Week 7: Frequently Asked Questions
Assessment
Section titled “Assessment”How do I do well in ENT208TC?
Section titled “How do I do well in ENT208TC?”💬 “How to get 100 in ENT?” ▲11
Show your thinking, not just your output. The pattern is the same across every deliverable: say what you did, and say why.
Some deliverables are group work — your team writes one shared Validation Report and one Technical Documentation. The quality of the reasoning in those documents reflects the whole team.
Some deliverables are individual — your Dev Log entry is yours alone. Write what you personally did this week. One paragraph, in your own words. If two people worked on the same task, describe your specific part — not the task itself.
Validation Report: Describe what happened in your sessions. “We moved the button after three users could not find it — in the next session they found it immediately” is stronger than “users found it easy to use.”
Technical Documentation: Explain why you chose each tool. “We chose Supabase because it generates a full API from our database — the frontend can read and write data directly from the browser without any server code” is stronger than “we chose Supabase because it is a modern backend.”
Demo Day: Be ready to explain every decision you made — not just what you built.
My product is not finished.
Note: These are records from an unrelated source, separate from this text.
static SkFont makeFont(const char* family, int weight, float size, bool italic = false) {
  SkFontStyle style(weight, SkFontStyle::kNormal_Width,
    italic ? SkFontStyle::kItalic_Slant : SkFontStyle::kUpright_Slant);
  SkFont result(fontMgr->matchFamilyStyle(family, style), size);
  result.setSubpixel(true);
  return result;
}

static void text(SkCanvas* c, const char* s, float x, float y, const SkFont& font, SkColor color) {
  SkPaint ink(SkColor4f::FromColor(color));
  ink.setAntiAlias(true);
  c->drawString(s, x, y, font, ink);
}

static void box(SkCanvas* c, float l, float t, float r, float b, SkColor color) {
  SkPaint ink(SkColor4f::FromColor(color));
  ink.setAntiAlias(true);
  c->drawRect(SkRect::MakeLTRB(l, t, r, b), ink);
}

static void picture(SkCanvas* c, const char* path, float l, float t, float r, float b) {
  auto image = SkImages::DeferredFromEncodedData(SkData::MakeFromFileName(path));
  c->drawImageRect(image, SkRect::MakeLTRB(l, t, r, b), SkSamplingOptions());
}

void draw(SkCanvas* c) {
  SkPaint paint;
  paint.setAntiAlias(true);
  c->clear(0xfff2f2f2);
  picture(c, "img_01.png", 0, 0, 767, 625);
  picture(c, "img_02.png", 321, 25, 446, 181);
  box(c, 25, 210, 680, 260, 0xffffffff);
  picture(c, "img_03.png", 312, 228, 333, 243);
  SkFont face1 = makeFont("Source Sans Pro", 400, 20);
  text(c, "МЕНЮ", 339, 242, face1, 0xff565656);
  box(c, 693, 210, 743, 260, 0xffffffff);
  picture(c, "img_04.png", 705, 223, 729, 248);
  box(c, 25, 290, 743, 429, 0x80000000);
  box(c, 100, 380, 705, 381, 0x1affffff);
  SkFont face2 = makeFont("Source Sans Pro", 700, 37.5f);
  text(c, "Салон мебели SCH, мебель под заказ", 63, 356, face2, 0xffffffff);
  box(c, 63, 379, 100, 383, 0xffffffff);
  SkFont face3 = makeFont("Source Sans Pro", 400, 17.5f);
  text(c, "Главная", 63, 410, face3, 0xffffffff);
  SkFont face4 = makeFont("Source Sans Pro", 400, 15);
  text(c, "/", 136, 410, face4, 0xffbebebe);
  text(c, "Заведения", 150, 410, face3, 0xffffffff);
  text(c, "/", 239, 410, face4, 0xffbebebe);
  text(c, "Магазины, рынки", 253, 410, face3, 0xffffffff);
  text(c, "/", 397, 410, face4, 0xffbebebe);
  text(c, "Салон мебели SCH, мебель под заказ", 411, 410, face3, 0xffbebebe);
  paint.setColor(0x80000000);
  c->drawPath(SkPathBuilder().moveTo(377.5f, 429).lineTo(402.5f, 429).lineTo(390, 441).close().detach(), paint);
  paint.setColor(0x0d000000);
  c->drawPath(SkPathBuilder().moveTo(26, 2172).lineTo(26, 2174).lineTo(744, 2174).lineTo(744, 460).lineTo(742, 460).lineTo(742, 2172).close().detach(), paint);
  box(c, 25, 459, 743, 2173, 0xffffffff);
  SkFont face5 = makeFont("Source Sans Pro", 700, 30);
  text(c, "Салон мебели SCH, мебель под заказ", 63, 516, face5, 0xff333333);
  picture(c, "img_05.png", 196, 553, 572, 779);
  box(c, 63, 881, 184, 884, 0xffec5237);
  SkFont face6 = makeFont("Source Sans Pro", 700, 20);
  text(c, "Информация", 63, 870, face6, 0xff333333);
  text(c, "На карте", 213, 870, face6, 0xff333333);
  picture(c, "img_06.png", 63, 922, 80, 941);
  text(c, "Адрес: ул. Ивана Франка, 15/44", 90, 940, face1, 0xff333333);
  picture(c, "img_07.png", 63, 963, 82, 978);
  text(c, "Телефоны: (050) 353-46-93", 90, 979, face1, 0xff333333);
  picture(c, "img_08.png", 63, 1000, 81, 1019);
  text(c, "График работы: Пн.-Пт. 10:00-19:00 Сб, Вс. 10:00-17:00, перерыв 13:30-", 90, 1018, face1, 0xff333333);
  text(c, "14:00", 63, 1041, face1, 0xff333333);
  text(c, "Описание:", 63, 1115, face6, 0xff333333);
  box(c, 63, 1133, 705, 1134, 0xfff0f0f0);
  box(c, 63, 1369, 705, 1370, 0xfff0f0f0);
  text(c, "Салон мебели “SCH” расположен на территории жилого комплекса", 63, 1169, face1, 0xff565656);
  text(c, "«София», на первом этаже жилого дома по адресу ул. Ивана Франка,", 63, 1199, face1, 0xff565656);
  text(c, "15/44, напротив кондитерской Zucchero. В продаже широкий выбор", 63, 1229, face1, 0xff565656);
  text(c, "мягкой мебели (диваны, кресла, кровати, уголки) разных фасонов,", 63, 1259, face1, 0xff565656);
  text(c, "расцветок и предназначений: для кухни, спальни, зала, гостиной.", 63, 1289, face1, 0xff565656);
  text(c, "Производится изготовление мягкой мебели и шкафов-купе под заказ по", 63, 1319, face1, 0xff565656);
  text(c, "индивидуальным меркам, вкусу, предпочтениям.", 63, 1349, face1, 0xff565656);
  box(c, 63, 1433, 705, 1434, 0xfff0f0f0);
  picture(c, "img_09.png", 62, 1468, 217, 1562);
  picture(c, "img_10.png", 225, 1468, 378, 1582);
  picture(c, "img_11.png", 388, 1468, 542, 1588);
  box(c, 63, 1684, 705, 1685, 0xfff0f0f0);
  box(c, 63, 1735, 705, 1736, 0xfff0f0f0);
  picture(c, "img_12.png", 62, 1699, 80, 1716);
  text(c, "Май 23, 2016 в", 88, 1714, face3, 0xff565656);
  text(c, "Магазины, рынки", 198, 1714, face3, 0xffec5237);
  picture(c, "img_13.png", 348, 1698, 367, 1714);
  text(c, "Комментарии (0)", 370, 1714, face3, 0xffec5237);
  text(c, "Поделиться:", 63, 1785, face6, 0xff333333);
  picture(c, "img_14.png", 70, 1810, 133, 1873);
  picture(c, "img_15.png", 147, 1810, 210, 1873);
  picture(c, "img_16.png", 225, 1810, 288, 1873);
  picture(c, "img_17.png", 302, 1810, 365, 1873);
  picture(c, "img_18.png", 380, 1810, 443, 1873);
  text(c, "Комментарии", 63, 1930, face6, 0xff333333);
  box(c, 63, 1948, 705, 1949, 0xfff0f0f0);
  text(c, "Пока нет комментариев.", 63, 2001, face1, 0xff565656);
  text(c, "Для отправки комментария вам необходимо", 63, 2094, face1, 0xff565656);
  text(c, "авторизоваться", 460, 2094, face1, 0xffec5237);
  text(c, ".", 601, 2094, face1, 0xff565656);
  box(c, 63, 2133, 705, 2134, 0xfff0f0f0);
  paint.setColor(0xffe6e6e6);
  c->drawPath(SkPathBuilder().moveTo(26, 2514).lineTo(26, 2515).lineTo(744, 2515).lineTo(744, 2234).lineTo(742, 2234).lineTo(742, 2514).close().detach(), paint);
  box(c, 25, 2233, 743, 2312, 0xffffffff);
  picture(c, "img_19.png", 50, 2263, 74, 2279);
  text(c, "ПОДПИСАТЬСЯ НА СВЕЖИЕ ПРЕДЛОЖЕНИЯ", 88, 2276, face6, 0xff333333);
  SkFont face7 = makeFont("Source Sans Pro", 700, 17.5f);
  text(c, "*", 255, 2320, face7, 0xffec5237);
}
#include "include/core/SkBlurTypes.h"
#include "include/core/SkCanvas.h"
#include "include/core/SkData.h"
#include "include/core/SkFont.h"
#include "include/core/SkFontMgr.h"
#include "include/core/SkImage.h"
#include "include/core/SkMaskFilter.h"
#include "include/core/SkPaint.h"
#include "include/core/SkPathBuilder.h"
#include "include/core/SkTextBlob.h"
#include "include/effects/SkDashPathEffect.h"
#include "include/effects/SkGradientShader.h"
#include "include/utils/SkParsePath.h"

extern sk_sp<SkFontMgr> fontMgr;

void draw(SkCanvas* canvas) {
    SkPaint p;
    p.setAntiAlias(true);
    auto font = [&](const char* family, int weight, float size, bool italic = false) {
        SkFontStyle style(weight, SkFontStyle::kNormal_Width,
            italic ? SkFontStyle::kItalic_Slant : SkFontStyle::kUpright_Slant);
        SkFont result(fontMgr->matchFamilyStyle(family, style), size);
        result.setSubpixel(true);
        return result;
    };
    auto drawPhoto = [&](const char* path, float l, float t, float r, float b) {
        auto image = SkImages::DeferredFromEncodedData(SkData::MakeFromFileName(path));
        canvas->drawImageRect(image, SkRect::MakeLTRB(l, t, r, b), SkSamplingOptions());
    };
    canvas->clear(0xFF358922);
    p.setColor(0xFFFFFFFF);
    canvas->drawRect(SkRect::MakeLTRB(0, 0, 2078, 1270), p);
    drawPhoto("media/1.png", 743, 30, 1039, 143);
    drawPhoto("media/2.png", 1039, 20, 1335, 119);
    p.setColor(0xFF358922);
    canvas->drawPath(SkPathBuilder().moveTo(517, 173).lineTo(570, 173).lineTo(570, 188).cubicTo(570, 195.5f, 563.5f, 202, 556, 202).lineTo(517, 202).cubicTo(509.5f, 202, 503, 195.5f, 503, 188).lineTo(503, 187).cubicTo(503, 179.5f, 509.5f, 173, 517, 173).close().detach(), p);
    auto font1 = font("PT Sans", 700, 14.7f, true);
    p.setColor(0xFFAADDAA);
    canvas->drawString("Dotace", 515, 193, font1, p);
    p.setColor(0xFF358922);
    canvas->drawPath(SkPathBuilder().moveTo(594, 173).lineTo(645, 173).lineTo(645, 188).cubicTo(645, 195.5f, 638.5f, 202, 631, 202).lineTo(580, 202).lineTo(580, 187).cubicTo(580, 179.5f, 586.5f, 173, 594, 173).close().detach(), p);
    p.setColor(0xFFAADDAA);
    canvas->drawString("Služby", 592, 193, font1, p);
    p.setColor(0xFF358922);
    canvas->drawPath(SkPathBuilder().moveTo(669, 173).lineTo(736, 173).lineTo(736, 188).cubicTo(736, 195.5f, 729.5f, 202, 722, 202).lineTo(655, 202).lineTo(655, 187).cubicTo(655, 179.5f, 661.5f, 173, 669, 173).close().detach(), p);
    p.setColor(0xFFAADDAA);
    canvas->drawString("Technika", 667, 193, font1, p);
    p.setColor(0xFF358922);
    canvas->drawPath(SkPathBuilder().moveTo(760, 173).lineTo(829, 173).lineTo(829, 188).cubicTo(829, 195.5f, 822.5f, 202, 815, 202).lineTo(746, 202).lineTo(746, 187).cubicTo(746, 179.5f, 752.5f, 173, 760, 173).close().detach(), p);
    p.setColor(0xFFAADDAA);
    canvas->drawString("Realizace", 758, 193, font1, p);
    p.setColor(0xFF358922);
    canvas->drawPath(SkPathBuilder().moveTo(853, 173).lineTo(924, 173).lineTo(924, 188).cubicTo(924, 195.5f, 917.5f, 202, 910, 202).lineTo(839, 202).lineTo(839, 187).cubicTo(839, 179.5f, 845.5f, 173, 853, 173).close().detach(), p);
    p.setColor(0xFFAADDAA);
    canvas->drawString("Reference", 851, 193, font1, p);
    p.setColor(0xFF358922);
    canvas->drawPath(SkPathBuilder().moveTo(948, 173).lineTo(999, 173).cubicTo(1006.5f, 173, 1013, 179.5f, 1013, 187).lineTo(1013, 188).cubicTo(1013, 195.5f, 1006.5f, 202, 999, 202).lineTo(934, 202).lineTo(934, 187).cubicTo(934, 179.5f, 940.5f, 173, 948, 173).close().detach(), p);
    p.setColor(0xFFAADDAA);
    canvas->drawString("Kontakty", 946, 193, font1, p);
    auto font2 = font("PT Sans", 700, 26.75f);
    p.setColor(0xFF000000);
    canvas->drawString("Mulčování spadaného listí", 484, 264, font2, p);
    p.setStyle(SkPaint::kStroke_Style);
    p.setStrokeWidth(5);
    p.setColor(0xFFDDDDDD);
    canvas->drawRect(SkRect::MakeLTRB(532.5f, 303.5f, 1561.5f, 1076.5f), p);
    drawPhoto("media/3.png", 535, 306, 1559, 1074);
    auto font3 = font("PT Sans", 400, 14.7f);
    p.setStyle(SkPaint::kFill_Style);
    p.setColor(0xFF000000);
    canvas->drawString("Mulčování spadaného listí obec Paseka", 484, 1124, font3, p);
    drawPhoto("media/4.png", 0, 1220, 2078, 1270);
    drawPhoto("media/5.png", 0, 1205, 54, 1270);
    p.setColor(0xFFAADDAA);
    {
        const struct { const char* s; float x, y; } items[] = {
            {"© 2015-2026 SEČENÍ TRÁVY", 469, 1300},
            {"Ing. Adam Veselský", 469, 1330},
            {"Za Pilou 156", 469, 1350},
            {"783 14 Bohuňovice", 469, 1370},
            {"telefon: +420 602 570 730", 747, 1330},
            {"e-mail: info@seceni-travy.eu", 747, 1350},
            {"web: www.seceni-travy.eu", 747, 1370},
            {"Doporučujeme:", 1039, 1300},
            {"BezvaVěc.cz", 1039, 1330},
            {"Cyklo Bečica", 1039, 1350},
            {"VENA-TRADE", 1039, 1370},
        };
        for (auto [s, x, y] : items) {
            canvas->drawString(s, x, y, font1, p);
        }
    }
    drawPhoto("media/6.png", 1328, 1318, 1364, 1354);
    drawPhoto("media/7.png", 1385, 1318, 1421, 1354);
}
Can I still present at Demo Day?
Section titled “My product is not finished. Can I still present at Demo Day?”💬 “Can I demonstrate partial functionality at Demo Day?” ▲1
Yes. Your validation evidence and Dev Log matter as much as the live demo. A product that is honest about what is missing — with clear reasoning — is a strong presentation.
When one part cannot be demonstrated live:
Some components may not be ready in time. A water pump that is not yet connected. Data from an external system like Learning Mall that you cannot access during the demo. You do not have to skip that part entirely.
Instead, you can simulate the component (this is called a mockup) — show how it would work using stand-in data or an alternative demonstration. The key condition: the rest of the product must still work end-to-end. You are substituting one specific part, not replacing the whole demo with slides.
Examples of acceptable simulation:
- Data you cannot access: Hardcode realistic sample data in your app so the interface works from start to finish — the user can see exactly what would happen with real data.
- Hardware that is not yet connected: Demonstrate the component working in isolation (the motor turns, the sensor gives a reading), then explain live how it fits into the full system.
This requires Pathfinder approval.
What counts as an acceptable substitution depends on your specific product and assessment criteria. Discuss your plan with your Pathfinder before Demo Day. If your Pathfinder is unsure, your group and Pathfinder should approach the Module Leader together.
View the assessment brief on Learning Mall →
Dev Log
Section titled “Dev Log”We shared tasks this week. How do we each write a Dev Log entry?
Section titled “We shared tasks this week. How do we each write a Dev Log entry?”💬 “Our tasks were shared across roles — how do we write individual Dev Log entries?” ▲2
The Dev Log has two parts. The group summary is written by your group leader — one entry for the whole team. Your individual entry is yours alone.
Write what you personally did — not what the team did. If you ran a session, write about that. If you designed a screen, write about that. If two people worked on the same task, describe your specific part. One paragraph, in your own words.
Kanban and GitHub
Section titled “Kanban and GitHub”Is Kanban graded? Do GitHub commits count?
Section titled “Is Kanban graded? Do GitHub commits count?”💬 “Is Kanban mandatory? Is GitHub in the final score?” ▲5
Neither is a separate graded item. Your pathfinder checks your Kanban board at Checkpoint 1 (Week 6) and Checkpoint 2 (Week 9) to understand how your team is working. What you put on your board should match what you describe in your Dev Log.
Your Dev Log should show your contribution. A commit link, session note, design file, or document update all count — use whichever fits your role. For developers, commits are the clearest record of what you built.
Design and prototyping
Section titled “Design and prototyping”How does design work count as a task?
Section titled “How does design work count as a task?”💬 “How to get a valid task from one Figma mockup?”
The task is the work that produces a design — not the design itself. Create one Kanban card per screen or user flow. In your Dev Log, describe what you made and why the layout choices match your user story.
A design is enough to run a Stage 2 Concept Testing session — show it to one person outside your team and watch what they do without explaining it. Any tool works: Pixcso, Gemdesign, Figma, or a hand-drawn sketch.